Il libro rimesso dal custode al marchese di Worcester era certamente quello, che l'infelice Salomone di Caus aveva pubblicato nel 1613 col titolo: _Le ragioni delle forze motrici con diverse macchine tanto utili quanto dilettevoli._ Il pensiero di alzar l'acqua per mezzo della forza elastica del vapore appartiene dunque a lui. Quarantott'anni dopo, il marchese di Worcester credette poterselo appropriare, senza timore di udirsene tolta la gloria. Gli Inglesi, sommi applicatori d'idee nuove, mostrano spesso una ciarlataneria senza pari. L'amor nazionale non richiede che si facciano prede nel dominio intellettuale dei vicini, nè che il frutto della rapina e dell'audacia venga qualificato come prima proprietà.

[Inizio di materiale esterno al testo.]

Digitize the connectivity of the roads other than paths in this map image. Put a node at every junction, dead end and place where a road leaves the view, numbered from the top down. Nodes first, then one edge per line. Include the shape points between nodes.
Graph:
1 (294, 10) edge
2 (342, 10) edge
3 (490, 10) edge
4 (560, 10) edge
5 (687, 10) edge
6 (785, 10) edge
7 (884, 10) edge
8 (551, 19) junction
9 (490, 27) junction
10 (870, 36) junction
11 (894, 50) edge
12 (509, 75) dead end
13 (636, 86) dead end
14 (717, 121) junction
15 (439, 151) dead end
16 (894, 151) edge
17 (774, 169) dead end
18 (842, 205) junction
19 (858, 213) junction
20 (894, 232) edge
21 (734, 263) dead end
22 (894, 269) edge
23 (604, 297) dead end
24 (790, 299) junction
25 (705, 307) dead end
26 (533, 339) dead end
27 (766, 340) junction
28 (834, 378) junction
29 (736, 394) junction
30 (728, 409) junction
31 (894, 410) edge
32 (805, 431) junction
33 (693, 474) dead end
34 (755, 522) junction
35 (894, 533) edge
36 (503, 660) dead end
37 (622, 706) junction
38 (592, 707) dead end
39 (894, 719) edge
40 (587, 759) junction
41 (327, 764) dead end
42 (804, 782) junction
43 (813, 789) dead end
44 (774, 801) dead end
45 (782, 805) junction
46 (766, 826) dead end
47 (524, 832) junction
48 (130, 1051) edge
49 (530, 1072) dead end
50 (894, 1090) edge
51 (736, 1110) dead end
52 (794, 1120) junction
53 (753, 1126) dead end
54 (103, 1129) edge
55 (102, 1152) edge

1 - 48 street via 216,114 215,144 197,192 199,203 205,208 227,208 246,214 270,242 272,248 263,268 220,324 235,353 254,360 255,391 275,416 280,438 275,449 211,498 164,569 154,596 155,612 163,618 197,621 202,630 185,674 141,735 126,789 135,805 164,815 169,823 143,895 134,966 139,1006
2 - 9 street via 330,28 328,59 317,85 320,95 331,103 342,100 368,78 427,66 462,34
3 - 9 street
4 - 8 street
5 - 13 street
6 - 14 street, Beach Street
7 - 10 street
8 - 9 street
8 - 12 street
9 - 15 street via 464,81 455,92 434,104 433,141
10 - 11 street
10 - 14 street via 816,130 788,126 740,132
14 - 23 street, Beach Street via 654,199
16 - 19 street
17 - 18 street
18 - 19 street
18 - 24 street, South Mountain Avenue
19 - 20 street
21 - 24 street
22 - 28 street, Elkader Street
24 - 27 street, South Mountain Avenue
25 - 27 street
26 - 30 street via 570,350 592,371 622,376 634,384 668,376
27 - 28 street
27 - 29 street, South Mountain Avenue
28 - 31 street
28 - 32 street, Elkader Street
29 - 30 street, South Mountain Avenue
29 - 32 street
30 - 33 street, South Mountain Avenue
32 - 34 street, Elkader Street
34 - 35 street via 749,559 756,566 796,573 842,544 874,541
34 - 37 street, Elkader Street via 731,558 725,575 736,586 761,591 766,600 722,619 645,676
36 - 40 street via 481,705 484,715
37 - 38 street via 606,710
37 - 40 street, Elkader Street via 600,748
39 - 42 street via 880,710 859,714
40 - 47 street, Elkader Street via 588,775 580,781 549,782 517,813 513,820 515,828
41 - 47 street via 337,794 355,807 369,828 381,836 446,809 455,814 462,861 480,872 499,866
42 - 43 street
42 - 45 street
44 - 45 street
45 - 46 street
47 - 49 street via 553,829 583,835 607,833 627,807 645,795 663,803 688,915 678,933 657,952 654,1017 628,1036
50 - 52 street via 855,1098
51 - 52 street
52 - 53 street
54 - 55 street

Franklin, Parmentier, Montgolfier, Jaquard, Riquet, trovano naturalmente posto fra gli artigiani anteriori al 1789, quando l'elevazione dal terzo stato e il furore rivoluzionario e gli artefizj de' diplomatici e il fanatismo erudito e i tanti malanni furono guidati dalla Provvidenza ad effettuare la rigenerazione della povera plebe.

Or chi volesse intendere la vita dell'artigiano di Parigi, dico dell'artigiano galantuomo, eccone uno schizzo:

«L'operajo è senza forse una delle fisonomie più caratteristiche del nostro mondo sociale: occupa un luogo distinto, e per necessità del suo lavoro trovandosi spesso in contatto con tutte le classi della società, non ritrae nulla della fisionomia d'alcuna di esse. Prima di tutto, egli è _lui_. Di natura libero, tiene molto di quel lasciar correre, che non trovasi che nelle nature vergini, e non l'udreste mai proferir cattive parole e stizzose. Quando motteggia, il suo pensiero è fecondo di arguzie, di rado v'entra il sarcasmo: quando è in collera; il suo petto si dilata, i suoi occhi mandano lampi, la sua voce è tonante, e la parola divien secca e fiera; ma, siccome dopo la procella vien sereno, così la collera sua nasconde un cuore pieno di perdono.